Un portero apareció.
—¿Hay algún coche enganchado en el patio?
—Sí, ciudadano.
—Que lo acerquen.
Gamain se puso en pie.
—¡Ah! —dijo en extremo humillado—, parece que ya estoy de sobra, ¿verdad?
—Pero ¿por qué? —preguntó Roland.
—Pues claro está, pues hacéis llamar el coche… ¿También tienen coche los ministros bajo la República?
—Los ministros tendrán coche en todo tiempo, amigo mío —contestó Roland—; el coche no es lujo, sino economía para un ministro.
—Economía ¿de qué?
—De tiempo, es decir, de lo más caro y más precioso que hay en el mundo.
—Entonces, ¿tendré yo que volver?
—Y ¿para qué?
—¡Diantre!, para llevaros adónde se halla el armario en que está el tesoro.
—Es inútil.
—¡Cómo inútil!
—Sin duda; acabo de pedir el coche para ir allá.
—¿Dónde allá?
—A las Tullerías.
—¿Vamos a ir ahora?
—Dentro de un instante.
—¡Sea enhorabuena!
—Pero, a propósito —dijo Roland.
—¿Qué hay? —preguntó Gamain.
—¿Y la llave?
—¿Qué llave?
—La del armario… es probable que Luis XVI no la haya dejado en la puerta.
—¡Oh!, no, no es tan tonto como parece, para haber hecho eso.
—En ese caso, tomad vuestras herramientas.
—Y ¿para qué?
—Para abrir el armario.
Gamain sacó de su bolsillo una llave recién fabricada.
—Y ¿qué significa esto? —preguntó el ministro—, ¿es esa la llave?
—La del armario, que he hecho de memoria; la estudié muy bien, sospechando que algún día…
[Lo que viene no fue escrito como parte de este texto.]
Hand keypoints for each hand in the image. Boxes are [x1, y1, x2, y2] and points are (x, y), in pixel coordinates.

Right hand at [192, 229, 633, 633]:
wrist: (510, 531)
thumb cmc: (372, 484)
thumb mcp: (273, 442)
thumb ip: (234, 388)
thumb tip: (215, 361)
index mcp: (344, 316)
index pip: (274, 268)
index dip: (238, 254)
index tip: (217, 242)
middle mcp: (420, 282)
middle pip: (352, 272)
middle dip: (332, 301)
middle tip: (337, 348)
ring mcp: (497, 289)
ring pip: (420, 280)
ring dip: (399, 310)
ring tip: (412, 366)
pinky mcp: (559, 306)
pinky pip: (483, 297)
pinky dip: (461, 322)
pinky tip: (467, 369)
—¡Ese hombre es un miserable! —dijo madame Roland a su marido.
—Así, pues, ¿crees?… —preguntó este dudando.
—Pienso que no tenemos derecho a rehusar ninguna de las noticias que la fortuna nos proporciona para llegar a averiguar la verdad.
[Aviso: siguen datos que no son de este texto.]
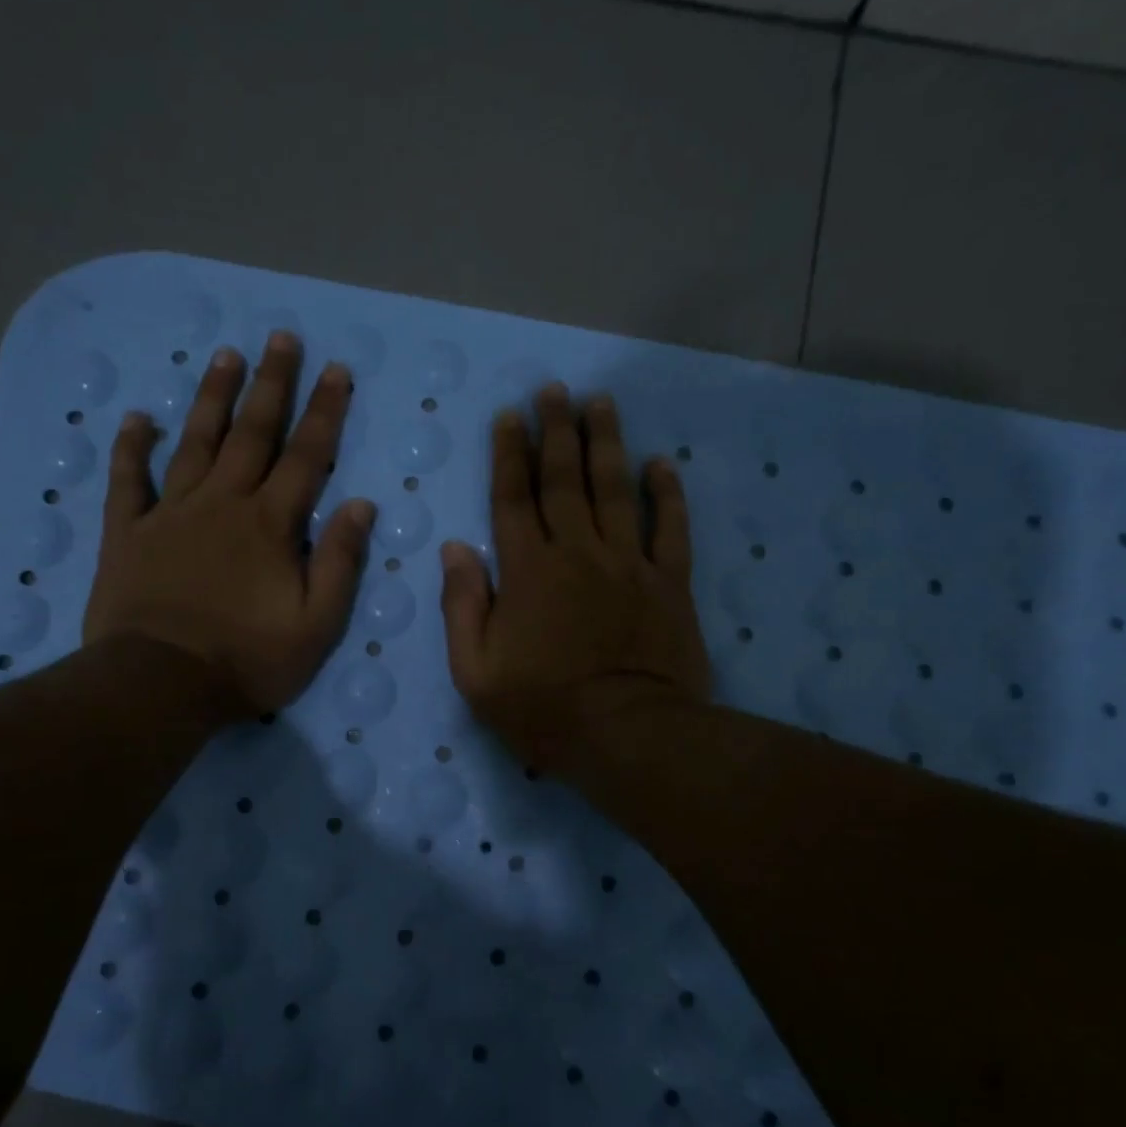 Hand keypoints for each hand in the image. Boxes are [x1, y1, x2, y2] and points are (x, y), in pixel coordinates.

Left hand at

—¡Aquí está, aquí está! —decía Gamain mostrando la llave radiante de alegría.
—¿Creéis —preguntó Roland con una expresión de disgusto que no sabía ocultar—, creéis que esa llave, hecha de memoria al cabo de ocho meses, abrirá el armario de hierro?
—Ya lo creo —contestó Gamain—; para algo ha de servir el ser maestro de maestros y maestro de todos.
—El carruaje aguarda, ciudadano ministro —dijo el portero.
—¿Voy yo también? —preguntó madame Roland.
—Seguramente; si hay papeles, sólo a ti los confiaré. ¿No eres tú, por ventura, la mujer más de bien que yo conozco?
Luego se volvió hacia Gamain.
—Venid, amigo mío —le dijo.
Y Gamain le siguió murmurando entre dientes:
—¡Toma, Capeto; ya te había dicho que me las pagarías! ¿Qué era lo que el rey tenía que pagarle?
Todos los beneficios que le había prodigado.